La sociedad guatemalteca sin puentes para el diálogo

La imagen que tenemos todos del paso de las dos tormentas que arrasaron el país en las últimas semanas, es la de ríos crecidos llevándose los puentes. Sumando a esto las pérdidas humanas, la desprotección al desastre mismo, lo que nos provoca es una sensación de impotencia.

Fotografía de David Toro

En el sentido metafórico, en Guatemala nos quedamos sin puentes, cada vez más aislados los unos de los otros, sin conexiones y sin posibilidad de ponernos de acuerdo, condenados a no encontrarnos y tener una patria a la deriva. Que, si uno es “chairo” o si es de “derecha”, tal vez es “terrorista” por ir a manifestar o cacifero por apoyar la propiedad privada. Nos hemos autoclasificado y nos hemos dado a la tarea de descalificarnos mutuamente. Primero la confrontación dizque ideológica, luego la imposibilidad del diálogo.

Eso sí, la policía armada de la valentía del anonimato, con pistolas y gas lacrimógeno lista para acallar el malestar y el descontento, que, como ríos crecidos amenazan con llevarse definitivamente los puentes de diálogo.

¿Cómo es posible que el Ejecutivo esté discutiendo un presupuesto que ni siquiera ha recibido del Legislativo como ley? Y que nunca recibirá… Entonces, ¿De qué se trata el diálogo? Afortunadamente, varias organizaciones ya tuvieron el arresto para declinar la participación en este fraude de diálogo, dejando al desnudo a los actores de siempre, que en convivencia con los políticos de turno tienen al país sumido en esta tragedia.

Con la visita de la delegación de la OEA, se tiene la oportunidad de desnudar a los verdaderos actores de esta deshonestidad, malas prácticas e incumplimiento de la Constitución. ¿O será puro maquillaje este capítulo? Que se entreviste a los detenidos por “manifestación ilegal”, tipificación de delito inexistente en nuestro ordenamiento legal, así como a los periodistas agredidos por el aparato represivo del Estado, el cual, en los últimos seis meses, aprovechando la dictadura del “estado de calamidad” y las repudiadas “disposiciones presidenciales”, ha retornado a las prácticas contrainsurgentes de los años 80, todo en desmedro de las libertades que nos costaron 36 años de guerra interna. Ya el vicepresidente y otros actores declinaron reunirse con la delegación.
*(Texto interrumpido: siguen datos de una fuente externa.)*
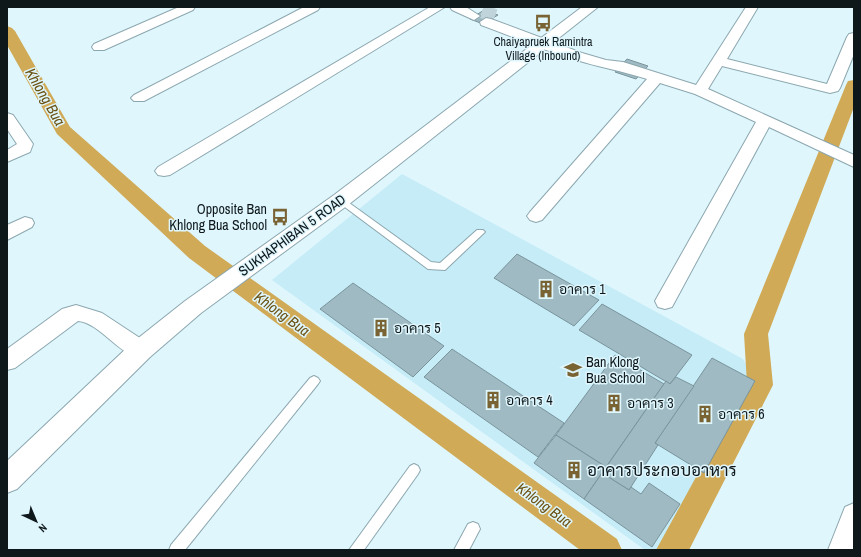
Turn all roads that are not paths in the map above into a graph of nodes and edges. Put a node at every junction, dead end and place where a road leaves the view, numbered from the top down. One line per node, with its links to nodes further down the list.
1 (189, 7): 10 (street)
2 (314, 7): 14 (street)
3 (439, 7): 19 (street)
4 (456, 7): 7 (street)
5 (591, 7): 9 (street, SUKHAPHIBAN 5 ROAD)
6 (752, 7): 11 (street)
7 (482, 15): 9 (street)
8 (854, 37): 11 (street)
9 (548, 40): 12 (street); 20 (street, SUKHAPHIBAN 5 ROAD)
10 (99, 48)
11 (719, 61): 13 (street)
12 (657, 77): 13 (street); 21 (street)
13 (700, 91): 16 (street)
14 (139, 98)
15 (7, 118): 17 (street)
16 (765, 120): 18 (street); 25 (street)
17 (7, 157)
18 (854, 162)
19 (164, 172)
20 (341, 200): 23 (lane); 26 (street, SUKHAPHIBAN 5 ROAD)
21 (536, 216)
22 (25, 223): 24 (street)
23 (480, 232)
24 (7, 233)
25 (665, 301)
26 (141, 350): 27 (street); 30 (street, SUKHAPHIBAN 5 ROAD)
27 (7, 361)
28 (314, 381): 33 (lane)
29 (414, 470): 34 (lane)
30 (7, 480)
31 (854, 516): 36 (street)
32 (473, 529): 35 (lane)
33 (176, 550)
34 (356, 550)
35 (461, 550)
36 (842, 550)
Algo huele mal en este país, la hedentina que surge del abandono y la destrucción institucional produce asfixia ciudadana. Hemos llegado al punto donde los “patojos” prefieren quemar el congreso antes que sentarse a dialogar con esos trúhanes que se denominan “padres de la patria”, los ya asqueados diputados con múltiples identificaciones peyorativas.

La ausencia de protección en el edificio del congreso también tiene un sentido metafórico. El poder legislativo se extinguió de repente, solo y apenas cuidado por unos policías asustados fue el blanco perfecto para los cuatro o cinco bochincheros, que más que probablemente fueron infiltrados con dicho propósito. ¿Por qué no estaba allí el presidente del Congreso, el “masto” y se plantó frente a las masas, defendiendo, si no a la patria por lo menos a la casa que le da de comer?

Recuerdo el día que Vladimir Putin, solo en la sede de la KGB en Alemania Oriental, salió frente a las masas enardecidas y se plantó, ¡aquí no entra nadie! Y la historia lo premió.